There will be a split in the party.
One faction will admit that Americans have not renewed any mandate Republicans thought they gained in 2010 to unwaveringly oppose the Obama agenda. Voters in 2012 elected an ideologically mixed government to guide the country through a series of difficult challenges that Congress and the president must face together. The first will come a matter of days after the election as the automatic spending cuts and tax hikes of January’s “fiscal cliff” loom. Voters did not enthusiastically endorse the Obama agenda. The president’s margin of victory was thin, a fact Republicans can use to advance their priorities in the bargaining to come. But the electorate also did not endorse the Tea Party. Cooperation will be necessary.
In September, even some conservative senators signalled they would deal with a reelected Obama on taxes, while remaining firm in advancing GOP priorities. They began talking about trades that independent observers have been advocating for years: revenue increases, which Obama wants, in exchange for authentic Medicare reform, which Republicans want. This could be great for the country.
Other Republicans, though, will find any ideologically comfortable excuse they can to explain away Obama’s victory.

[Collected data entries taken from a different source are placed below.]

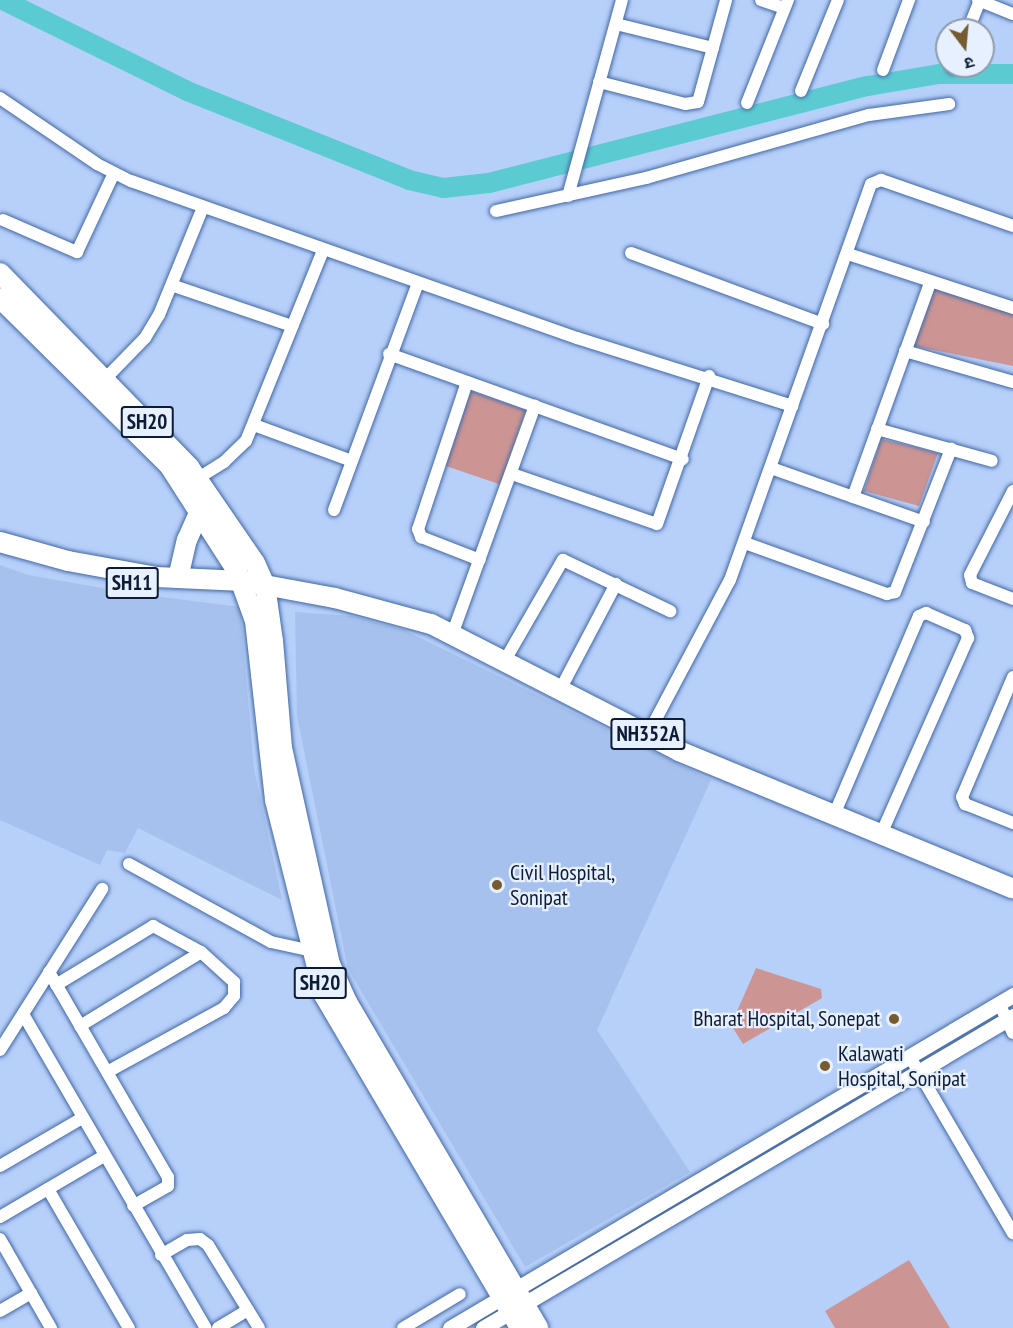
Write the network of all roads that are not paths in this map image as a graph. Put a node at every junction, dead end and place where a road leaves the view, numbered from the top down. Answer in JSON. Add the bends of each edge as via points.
{"nodes":[{"id":1,"x":622,"y":0,"type":"edge"},
{"id":2,"x":726,"y":0,"type":"edge"},
{"id":3,"x":762,"y":0,"type":"edge"},
{"id":4,"x":838,"y":0,"type":"edge"},
{"id":5,"x":909,"y":0,"type":"edge"},
{"id":6,"x":979,"y":0,"type":"edge"},
{"id":7,"x":786,"y":4,"type":"edge"},
{"id":8,"x":1013,"y":14,"type":"edge"},
{"id":9,"x":972,"y":18,"type":"edge"},
{"id":10,"x":616,"y":24,"type":"junction"},
{"id":11,"x":713,"y":48,"type":"junction"},
{"id":12,"x":883,"y":70,"type":"dead end"},
{"id":13,"x":599,"y":82,"type":"junction"},
{"id":14,"x":801,"y":90,"type":"dead end"},
{"id":15,"x":0,"y":98,"type":"edge"},
{"id":16,"x":747,"y":103,"type":"dead end"},
{"id":17,"x":949,"y":104,"type":"dead end"},
{"id":18,"x":114,"y":173,"type":"junction"},
{"id":19,"x":568,"y":196,"type":"junction"},
{"id":20,"x":203,"y":207,"type":"junction"},
{"id":21,"x":496,"y":211,"type":"dead end"},
{"id":22,"x":3,"y":220,"type":"dead end"},
{"id":23,"x":1013,"y":226,"type":"edge"},
{"id":24,"x":323,"y":250,"type":"junction"},
{"id":25,"x":631,"y":253,"type":"dead end"},
{"id":26,"x":848,"y":254,"type":"junction"},
{"id":27,"x":0,"y":273,"type":"edge"},
{"id":28,"x":418,"y":283,"type":"junction"},
{"id":29,"x":930,"y":283,"type":"junction"},
{"id":30,"x":174,"y":286,"type":"junction"},
{"id":31,"x":0,"y":298,"type":"edge"},
{"id":32,"x":1013,"y":308,"type":"edge"},
{"id":33,"x":823,"y":324,"type":"junction"},
{"id":34,"x":292,"y":326,"type":"junction"},
{"id":35,"x":905,"y":351,"type":"junction"},
{"id":36,"x":389,"y":354,"type":"junction"},
{"id":37,"x":709,"y":376,"type":"junction"},
{"id":38,"x":106,"y":378,"type":"junction"},
{"id":39,"x":467,"y":382,"type":"junction"},
{"id":40,"x":1013,"y":382,"type":"edge"},
{"id":41,"x":535,"y":406,"type":"junction"},
{"id":42,"x":793,"y":406,"type":"junction"},
{"id":43,"x":254,"y":425,"type":"junction"},
{"id":44,"x":877,"y":429,"type":"junction"},
{"id":45,"x":951,"y":449,"type":"junction"},
{"id":46,"x":683,"y":459,"type":"junction"},
{"id":47,"x":352,"y":460,"type":"junction"},
{"id":48,"x":992,"y":461,"type":"dead end"},
{"id":49,"x":771,"y":468,"type":"junction"},
{"id":50,"x":512,"y":474,"type":"junction"},
{"id":51,"x":191,"y":482,"type":"junction"},
{"id":52,"x":1013,"y":491,"type":"edge"},
{"id":53,"x":853,"y":497,"type":"junction"},
{"id":54,"x":201,"y":509,"type":"junction"},
{"id":55,"x":334,"y":510,"type":"dead end"},
{"id":56,"x":924,"y":522,"type":"junction"},
{"id":57,"x":0,"y":543,"type":"edge"},
{"id":58,"x":745,"y":543,"type":"junction"},
{"id":59,"x":0,"y":554,"type":"edge"},
{"id":60,"x":480,"y":560,"type":"junction"},
{"id":61,"x":178,"y":578,"type":"junction"},
{"id":62,"x":616,"y":584,"type":"junction"},
{"id":63,"x":260,"y":588,"type":"junction"},
{"id":64,"x":1013,"y":599,"type":"edge"},
{"id":65,"x":670,"y":611,"type":"dead end"},
{"id":66,"x":452,"y":635,"type":"junction"},
{"id":67,"x":504,"y":662,"type":"junction"},
{"id":68,"x":1013,"y":677,"type":"edge"},
{"id":69,"x":560,"y":690,"type":"junction"},
{"id":70,"x":648,"y":735,"type":"junction"},
{"id":71,"x":834,"y":815,"type":"junction"},
{"id":72,"x":1013,"y":823,"type":"edge"},
{"id":73,"x":881,"y":834,"type":"junction"},
{"id":74,"x":129,"y":864,"type":"dead end"},
{"id":75,"x":102,"y":889,"type":"dead end"},
{"id":76,"x":1013,"y":889,"type":"edge"},
{"id":77,"x":201,"y":952,"type":"junction"},
{"id":78,"x":318,"y":952,"type":"junction"},
{"id":79,"x":49,"y":972,"type":"junction"},
{"id":80,"x":56,"y":985,"type":"junction"},
{"id":81,"x":1006,"y":999,"type":"edge"},
{"id":82,"x":22,"y":1014,"type":"junction"},
{"id":83,"x":1011,"y":1023,"type":"edge"},
{"id":84,"x":80,"y":1026,"type":"junction"},
{"id":85,"x":0,"y":1050,"type":"edge"},
{"id":86,"x":910,"y":1056,"type":"junction"},
{"id":87,"x":107,"y":1072,"type":"junction"},
{"id":88,"x":918,"y":1072,"type":"junction"},
{"id":89,"x":82,"y":1118,"type":"junction"},
{"id":90,"x":104,"y":1156,"type":"junction"},
{"id":91,"x":0,"y":1166,"type":"edge"},
{"id":92,"x":48,"y":1189,"type":"junction"},
{"id":93,"x":133,"y":1206,"type":"junction"},
{"id":94,"x":0,"y":1217,"type":"edge"},
{"id":95,"x":1013,"y":1233,"type":"edge"},
{"id":96,"x":1,"y":1243,"type":"edge"},
{"id":97,"x":161,"y":1255,"type":"junction"},
{"id":98,"x":31,"y":1293,"type":"junction"},
{"id":99,"x":460,"y":1294,"type":"dead end"},
{"id":100,"x":514,"y":1306,"type":"edge"},
{"id":101,"x":248,"y":1310,"type":"junction"},
{"id":102,"x":0,"y":1311,"type":"edge"},
{"id":103,"x":51,"y":1328,"type":"edge"},
{"id":104,"x":129,"y":1328,"type":"edge"},
{"id":105,"x":206,"y":1328,"type":"edge"},
{"id":106,"x":218,"y":1328,"type":"edge"},
{"id":107,"x":259,"y":1328,"type":"edge"},
{"id":108,"x":403,"y":1328,"type":"edge"},
{"id":109,"x":450,"y":1328,"type":"edge"},
{"id":110,"x":483,"y":1328,"type":"edge"},
{"id":111,"x":538,"y":1328,"type":"edge"}],
"edges":[{"from":1,"to":10,"type":"street"},
{"from":2,"to":11,"type":"street"},
{"from":3,"to":7,"type":"street"},
{"from":4,"to":14,"type":"street"},
{"from":5,"to":12,"type":"street"},
{"from":6,"to":8,"type":"street"},
{"from":6,"to":9,"type":"street"},
{"from":7,"to":16,"type":"street"},
{"from":10,"to":11,"type":"street"},
{"from":10,"to":13,"type":"street"},
{"from":11,"to":13,"type":"street","via":[[701,97],[691,104]]},
{"from":13,"to":19,"type":"street"},
{"from":15,"to":18,"type":"street"},
{"from":17,"to":19,"type":"street","via":[[869,115]]},
{"from":18,"to":20,"type":"street"},
{"from":18,"to":22,"type":"street","via":[[77,252]]},
{"from":19,"to":21,"type":"street"},
{"from":20,"to":24,"type":"street"},
{"from":20,"to":30,"type":"street"},
{"from":23,"to":26,"type":"street","via":[[876,180]]},
{"from":24,"to":28,"type":"street"},
{"from":24,"to":34,"type":"street"},
{"from":25,"to":33,"type":"street"},
{"from":26,"to":29,"type":"street"},
{"from":26,"to":33,"type":"street"},
{"from":27,"to":38,"type":"main road","number":"SH20"},
{"from":28,"to":36,"type":"street"},
{"from":28,"to":37,"type":"street"},
{"from":29,"to":32,"type":"street"},
{"from":29,"to":35,"type":"street"},
{"from":30,"to":34,"type":"street"},
{"from":30,"to":38,"type":"street","via":[[146,338]]},
{"from":31,"to":51,"type":"main road","number":"SH20","via":[[169,465]]},
{"from":33,"to":42,"type":"street"},
{"from":34,"to":43,"type":"street"},
{"from":35,"to":40,"type":"street"},
{"from":35,"to":44,"type":"street"},
{"from":36,"to":39,"type":"street"},
{"from":36,"to":47,"type":"street"},
{"from":37,"to":42,"type":"street"},
{"from":37,"to":46,"type":"street"},
{"from":38,"to":51,"type":"main road","number":"SH20"},
{"from":39,"to":41,"type":"street"},
{"from":39,"to":60,"type":"street","via":[[418,529],[421,537]]},
{"from":41,"to":46,"type":"street"},
{"from":41,"to":50,"type":"street"},
{"from":42,"to":49,"type":"street"},
{"from":43,"to":47,"type":"street"},
{"from":43,"to":51,"type":"street","via":[[237,452]]},
{"from":44,"to":45,"type":"street"},
{"from":44,"to":53,"type":"street"},
{"from":45,"to":48,"type":"street"},
{"from":45,"to":56,"type":"street"},
{"from":46,"to":50,"type":"street","via":[[657,524]]},
{"from":47,"to":55,"type":"street"},
{"from":49,"to":53,"type":"street"},
{"from":49,"to":58,"type":"street"},
{"from":50,"to":60,"type":"street"},
{"from":51,"to":54,"type":"main road","number":"SH20"},
{"from":51,"to":63,"type":"main road","number":"SH20","via":[[231,523]]},
{"from":52,"to":64,"type":"street","via":[[970,575],[972,583]]},
{"from":53,"to":56,"type":"street"},
{"from":54,"to":61,"type":"main road","via":[[187,540]]},
{"from":54,"to":63,"type":"main road","number":"SH20"},
{"from":56,"to":58,"type":"street","via":[[900,587],[887,594]]},
{"from":57,"to":61,"type":"main road","number":"SH11","via":[[68,561]]},
{"from":58,"to":70,"type":"street","via":[[714,617]]},
{"from":59,"to":63,"type":"main road","number":"SH11","via":[[66,572],[155,587]]},
{"from":60,"to":66,"type":"street"},
{"from":61,"to":63,"type":"main road","number":"SH11"},
{"from":62,"to":65,"type":"street"},
{"from":62,"to":67,"type":"street","via":[[568,560],[559,563]]},
{"from":62,"to":69,"type":"street"},
{"from":63,"to":66,"type":"main road","number":"NH352A","via":[[370,607]]},
{"from":63,"to":78,"type":"main road","number":"SH20","via":[[282,748]]},
{"from":66,"to":67,"type":"main road","number":"NH352A"},
{"from":67,"to":69,"type":"main road","number":"NH352A"},
{"from":68,"to":72,"type":"street","via":[[962,797],[965,804]]},
{"from":69,"to":70,"type":"main road","number":"NH352A"},
{"from":70,"to":71,"type":"main road","number":"NH352A"},
{"from":71,"to":73,"type":"main road","number":"NH352A"},
{"from":71,"to":73,"type":"street","via":[[919,616],[926,613],[965,630],[968,638]]},
{"from":73,"to":76,"type":"main road","number":"NH352A"},
{"from":74,"to":78,"type":"street","via":[[271,942]]},
{"from":75,"to":79,"type":"street"},
{"from":77,"to":80,"type":"street","via":[[153,926]]},
{"from":77,"to":84,"type":"street"},
{"from":77,"to":87,"type":"street","via":[[226,971],[234,982],[234,996],[224,1008]]},
{"from":78,"to":100,"type":"main road","number":"SH20","via":[[324,995],[345,1034]]},
{"from":79,"to":80,"type":"street"},
{"from":79,"to":82,"type":"street"},
{"from":80,"to":84,"type":"street"},
{"from":81,"to":83,"type":"street"},
{"from":81,"to":86,"type":"street"},
{"from":82,"to":85,"type":"street"},
{"from":82,"to":89,"type":"street"},
{"from":83,"to":88,"type":"street"},
{"from":84,"to":87,"type":"street"},
{"from":86,"to":88,"type":"street"},
{"from":86,"to":100,"type":"street"},
{"from":87,"to":93,"type":"street","via":[[169,1181]]},
{"from":88,"to":95,"type":"street"},
{"from":88,"to":100,"type":"street"},
{"from":89,"to":90,"type":"street"},
{"from":89,"to":91,"type":"street"},
{"from":90,"to":92,"type":"street"},
{"from":90,"to":93,"type":"street"},
{"from":92,"to":94,"type":"street"},
{"from":92,"to":104,"type":"street"},
{"from":93,"to":97,"type":"street"},
{"from":96,"to":98,"type":"street"},
{"from":97,"to":101,"type":"street","via":[[187,1240],[200,1239]]},
{"from":97,"to":105,"type":"street"},
{"from":98,"to":102,"type":"street"},
{"from":98,"to":103,"type":"street"},
{"from":99,"to":108,"type":"street"},
{"from":100,"to":109,"type":"street"},
{"from":100,"to":110,"type":"street"},
{"from":100,"to":111,"type":"main road","number":"SH20"},
{"from":101,"to":106,"type":"street"},
{"from":101,"to":107,"type":"street"}]}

The media was in the tank for the president, who constantly and flagrantly lied. Americans did not know just how radical the president has been, in the past or the present. There were voting irregularities here or there. The hurricane did it. Most of all, the thinking will go, Republicans had a flawed candidate. Though Mitt Romney elevated Paul Ryan and rallied his campaign in October, he was not a consistent conservative who offered a sharp enough critique of the president. Conveniently, this line of thinking offers right-wingers license to be only more unwavering and reckless in their opposition to Obama.
Those in the second camp will be wrong about how and why Romney lost, and about how to react. In fact, Romney ultimately proved to be an able campaigner in a shallow contest. Meanwhile, one of Romney’s greatest weaknesses, his serial inconsistency, resulted from the hard right turn the GOP base required him to take in Republican primaries, in 2008 but especially in 2012. America’s divided government and divided electorate will not accommodate ideological purity.
With luck, more Republicans will sort themselves into the first camp than into the second. Even if that does happen, though, among the huge political and policy challenges of the next four years will be getting more Republicans to recognize and extend their hand toward the center, instead of believing that their only salvation lies in dragging the rest of country their direction. President Obama must take on that challenge with a commitment he didn’t demonstrate in his first term. House Speaker John Boehner (R), whom everyone in Washington sees as a dealmaker rather than a bomb-thrower, has even more responsibility to try harder. Obama and the Republican House, after all, are stuck with each other.